-- RECORDS follows --

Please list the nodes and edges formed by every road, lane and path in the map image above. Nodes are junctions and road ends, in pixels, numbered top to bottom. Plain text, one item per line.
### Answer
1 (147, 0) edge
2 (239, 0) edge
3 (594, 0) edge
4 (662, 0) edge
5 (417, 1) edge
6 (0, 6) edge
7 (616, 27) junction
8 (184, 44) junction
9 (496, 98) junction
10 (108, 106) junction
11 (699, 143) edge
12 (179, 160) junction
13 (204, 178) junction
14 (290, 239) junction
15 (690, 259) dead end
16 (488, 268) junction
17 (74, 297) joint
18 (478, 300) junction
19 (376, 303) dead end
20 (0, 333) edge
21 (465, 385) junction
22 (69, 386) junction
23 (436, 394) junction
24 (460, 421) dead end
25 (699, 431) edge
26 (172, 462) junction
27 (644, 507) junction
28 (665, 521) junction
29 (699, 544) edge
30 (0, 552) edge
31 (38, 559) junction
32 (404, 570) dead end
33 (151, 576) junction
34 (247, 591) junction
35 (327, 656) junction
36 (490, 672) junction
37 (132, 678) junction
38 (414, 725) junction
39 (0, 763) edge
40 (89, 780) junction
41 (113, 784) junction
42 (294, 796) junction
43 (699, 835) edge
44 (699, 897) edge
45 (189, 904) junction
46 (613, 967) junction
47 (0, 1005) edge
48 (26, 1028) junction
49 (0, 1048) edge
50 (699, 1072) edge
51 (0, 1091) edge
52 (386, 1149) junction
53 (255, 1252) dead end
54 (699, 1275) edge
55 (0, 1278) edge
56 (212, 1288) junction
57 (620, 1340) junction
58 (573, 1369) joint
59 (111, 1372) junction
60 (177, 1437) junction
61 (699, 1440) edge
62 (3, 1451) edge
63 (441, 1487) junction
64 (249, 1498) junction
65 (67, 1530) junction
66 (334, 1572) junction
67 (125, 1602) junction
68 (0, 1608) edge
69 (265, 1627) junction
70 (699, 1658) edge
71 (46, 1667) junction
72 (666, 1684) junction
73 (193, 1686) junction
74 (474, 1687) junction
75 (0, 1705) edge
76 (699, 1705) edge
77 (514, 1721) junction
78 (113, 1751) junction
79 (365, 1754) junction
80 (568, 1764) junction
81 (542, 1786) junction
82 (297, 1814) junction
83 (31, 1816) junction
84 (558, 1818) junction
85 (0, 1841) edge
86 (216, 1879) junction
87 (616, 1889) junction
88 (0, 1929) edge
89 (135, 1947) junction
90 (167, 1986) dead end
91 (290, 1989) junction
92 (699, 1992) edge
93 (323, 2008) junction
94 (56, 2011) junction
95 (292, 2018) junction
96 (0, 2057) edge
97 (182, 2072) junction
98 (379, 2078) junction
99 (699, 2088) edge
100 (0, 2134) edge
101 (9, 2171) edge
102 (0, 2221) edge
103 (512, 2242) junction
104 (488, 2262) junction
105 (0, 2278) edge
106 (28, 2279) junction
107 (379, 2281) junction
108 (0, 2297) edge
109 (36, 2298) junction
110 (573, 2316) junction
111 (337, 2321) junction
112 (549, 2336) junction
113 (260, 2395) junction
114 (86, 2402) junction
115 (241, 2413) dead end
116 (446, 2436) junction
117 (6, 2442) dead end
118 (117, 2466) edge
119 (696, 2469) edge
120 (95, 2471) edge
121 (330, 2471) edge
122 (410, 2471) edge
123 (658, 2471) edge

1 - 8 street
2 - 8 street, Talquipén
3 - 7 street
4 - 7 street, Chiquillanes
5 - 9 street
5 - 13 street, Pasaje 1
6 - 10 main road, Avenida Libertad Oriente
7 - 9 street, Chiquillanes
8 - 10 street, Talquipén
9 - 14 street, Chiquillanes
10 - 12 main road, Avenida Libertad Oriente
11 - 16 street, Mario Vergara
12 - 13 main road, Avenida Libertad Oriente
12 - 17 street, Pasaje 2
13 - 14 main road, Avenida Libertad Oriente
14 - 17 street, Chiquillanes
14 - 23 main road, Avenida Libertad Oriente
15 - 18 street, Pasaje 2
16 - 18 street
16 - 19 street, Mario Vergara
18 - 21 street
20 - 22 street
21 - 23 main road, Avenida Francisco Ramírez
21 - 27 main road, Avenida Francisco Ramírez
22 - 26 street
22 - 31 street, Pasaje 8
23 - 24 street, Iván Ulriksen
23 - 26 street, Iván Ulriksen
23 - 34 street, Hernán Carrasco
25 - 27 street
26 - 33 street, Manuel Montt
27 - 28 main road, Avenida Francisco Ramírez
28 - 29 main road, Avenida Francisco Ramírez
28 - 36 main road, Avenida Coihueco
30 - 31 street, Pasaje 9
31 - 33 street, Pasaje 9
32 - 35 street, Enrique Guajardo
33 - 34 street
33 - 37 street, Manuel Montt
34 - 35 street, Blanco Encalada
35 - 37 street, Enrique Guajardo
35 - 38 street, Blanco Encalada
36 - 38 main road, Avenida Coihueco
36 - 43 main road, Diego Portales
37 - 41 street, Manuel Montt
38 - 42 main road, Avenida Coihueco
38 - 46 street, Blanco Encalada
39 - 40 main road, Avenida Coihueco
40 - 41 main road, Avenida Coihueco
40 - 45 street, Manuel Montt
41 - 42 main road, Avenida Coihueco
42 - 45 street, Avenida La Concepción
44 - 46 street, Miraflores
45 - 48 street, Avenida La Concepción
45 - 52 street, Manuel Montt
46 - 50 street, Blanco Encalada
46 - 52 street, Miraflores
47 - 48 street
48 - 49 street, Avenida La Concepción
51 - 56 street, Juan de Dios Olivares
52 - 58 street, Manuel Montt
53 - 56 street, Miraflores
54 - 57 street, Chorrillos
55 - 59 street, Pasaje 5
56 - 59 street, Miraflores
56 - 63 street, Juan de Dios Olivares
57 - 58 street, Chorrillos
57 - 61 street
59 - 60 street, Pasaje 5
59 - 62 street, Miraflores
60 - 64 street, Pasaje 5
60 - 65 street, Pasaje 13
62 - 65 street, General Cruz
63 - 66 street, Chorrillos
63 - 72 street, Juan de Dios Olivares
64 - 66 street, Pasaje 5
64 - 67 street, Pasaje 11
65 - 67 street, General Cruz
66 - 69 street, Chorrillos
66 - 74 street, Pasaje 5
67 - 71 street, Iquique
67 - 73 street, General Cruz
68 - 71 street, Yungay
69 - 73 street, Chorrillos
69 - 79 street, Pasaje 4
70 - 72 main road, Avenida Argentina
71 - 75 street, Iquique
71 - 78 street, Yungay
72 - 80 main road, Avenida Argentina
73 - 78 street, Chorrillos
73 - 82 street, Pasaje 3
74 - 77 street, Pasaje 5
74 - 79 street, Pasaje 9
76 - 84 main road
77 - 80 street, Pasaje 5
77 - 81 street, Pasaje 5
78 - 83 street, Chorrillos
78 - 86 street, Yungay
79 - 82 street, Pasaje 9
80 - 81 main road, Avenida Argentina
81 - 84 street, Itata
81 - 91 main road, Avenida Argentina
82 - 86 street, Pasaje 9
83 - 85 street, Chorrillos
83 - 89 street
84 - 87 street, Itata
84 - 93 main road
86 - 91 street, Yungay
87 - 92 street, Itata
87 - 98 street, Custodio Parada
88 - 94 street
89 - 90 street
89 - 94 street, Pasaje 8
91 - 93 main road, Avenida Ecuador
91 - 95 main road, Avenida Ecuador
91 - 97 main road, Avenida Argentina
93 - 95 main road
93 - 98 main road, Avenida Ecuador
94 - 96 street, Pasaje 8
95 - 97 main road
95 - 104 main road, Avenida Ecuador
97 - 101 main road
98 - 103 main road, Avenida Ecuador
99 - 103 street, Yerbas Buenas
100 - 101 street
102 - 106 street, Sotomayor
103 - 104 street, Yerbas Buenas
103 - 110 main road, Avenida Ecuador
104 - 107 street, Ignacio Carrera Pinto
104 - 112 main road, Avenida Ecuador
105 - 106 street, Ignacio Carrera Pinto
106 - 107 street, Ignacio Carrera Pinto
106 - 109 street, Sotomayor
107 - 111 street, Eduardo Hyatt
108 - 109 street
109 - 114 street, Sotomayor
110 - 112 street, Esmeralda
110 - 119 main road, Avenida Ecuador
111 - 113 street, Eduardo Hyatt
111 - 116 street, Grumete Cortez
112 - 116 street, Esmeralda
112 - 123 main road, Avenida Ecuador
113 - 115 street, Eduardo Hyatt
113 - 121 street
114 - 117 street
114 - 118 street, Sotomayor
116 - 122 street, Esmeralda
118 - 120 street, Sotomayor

-- RECORDS concluded --

### [EXERCISE GOAL]
Go through the data above and find the lines with the word "Chorrillos". Copy each of those lines.

### [TASK RESPONSE]
54 - 57 street, Chorrillos
57 - 58 street, Chorrillos
63 - 66 street, Chorrillos
66 - 69 street, Chorrillos
69 - 73 street, Chorrillos
73 - 78 street, Chorrillos
78 - 83 street, Chorrillos
83 - 85 street, Chorrillos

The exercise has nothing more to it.